Ramblings of an aging IT geek
← Ramblings of an aging IT geek
linux

the runaway process that cgroups v2 caught for me

A memory-hungry import job that used to take a box down now gets quietly throttled by a cgroups v2 memory limit instead.

A Linux terminal

There's a nightly import job on one of my boxes that has, twice now, decided to allocate all the memory in the world and take the rest of the machine down with it. Classic OOM killer roulette: the kernel eventually steps in and shoots something, but it's rarely the thing you wanted shot. Last time it killed sshd, which is a special kind of insult.

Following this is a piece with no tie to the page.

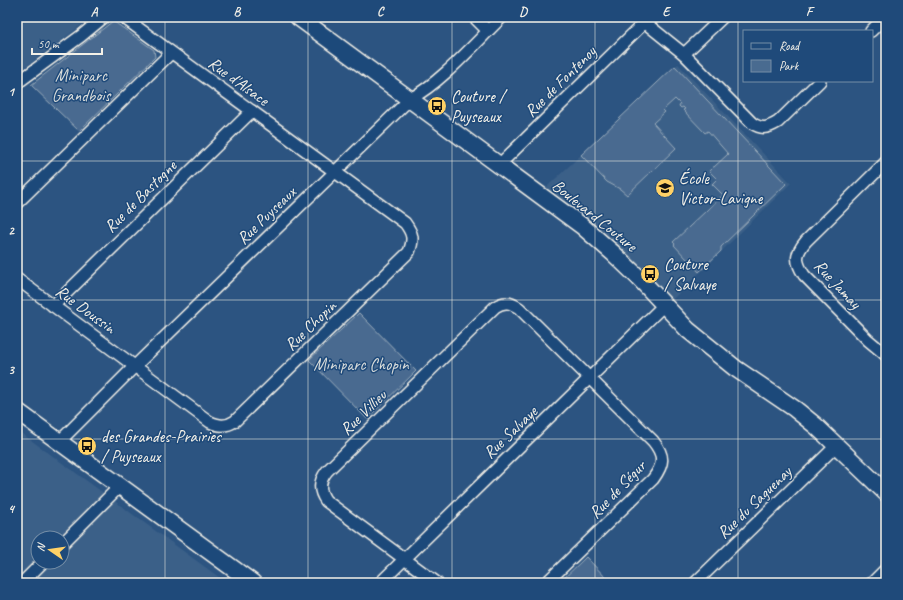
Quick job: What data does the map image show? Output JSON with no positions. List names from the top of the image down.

The proper fix is to make the job not do that. The pragmatic fix, while I work out the proper one, is to put the job in a box it can't escape. On a modern systemd machine that's cgroups v2, and it's genuinely pleasant now.

Just give it a slice

I don't need a hand-rolled cgroup hierarchy. The job already runs from a systemd service, so I just set a memory ceiling on the unit:

[Service]
MemoryMax=2G
MemoryHigh=1500M

MemoryHigh is the soft limit. Cross it and the kernel starts reclaiming aggressively and throttling the cgroup, which slows the process down rather than killing it. MemoryMax is the hard wall. Hit that and the OOM killer fires, but crucially it fires inside the cgroup, so it kills the import job and leaves everything else alone. The blast radius is exactly the unit I scoped, not the whole machine.

A rack of servers

Watching it actually work

The nice part of v2 is the unified hierarchy and the per-cgroup accounting that comes with it. I can watch the job approach its limit live:

$ systemctl status import.service
$ cat /sys/fs/cgroup/system.slice/import.service/memory.current
$ cat /sys/fs/cgroup/system.slice/import.service/memory.events

That memory.events file is the one to watch. The high counter ticks up every time the process gets throttled at the soft limit, and oom_kill tells you if the hard wall was ever hit. After I deployed this, high climbed steadily through the run and oom_kill stayed at zero. The job took about forty minutes longer than usual because it spent the back half being throttled, and I genuinely could not care less. It finished. Nothing else noticed. sshd lived.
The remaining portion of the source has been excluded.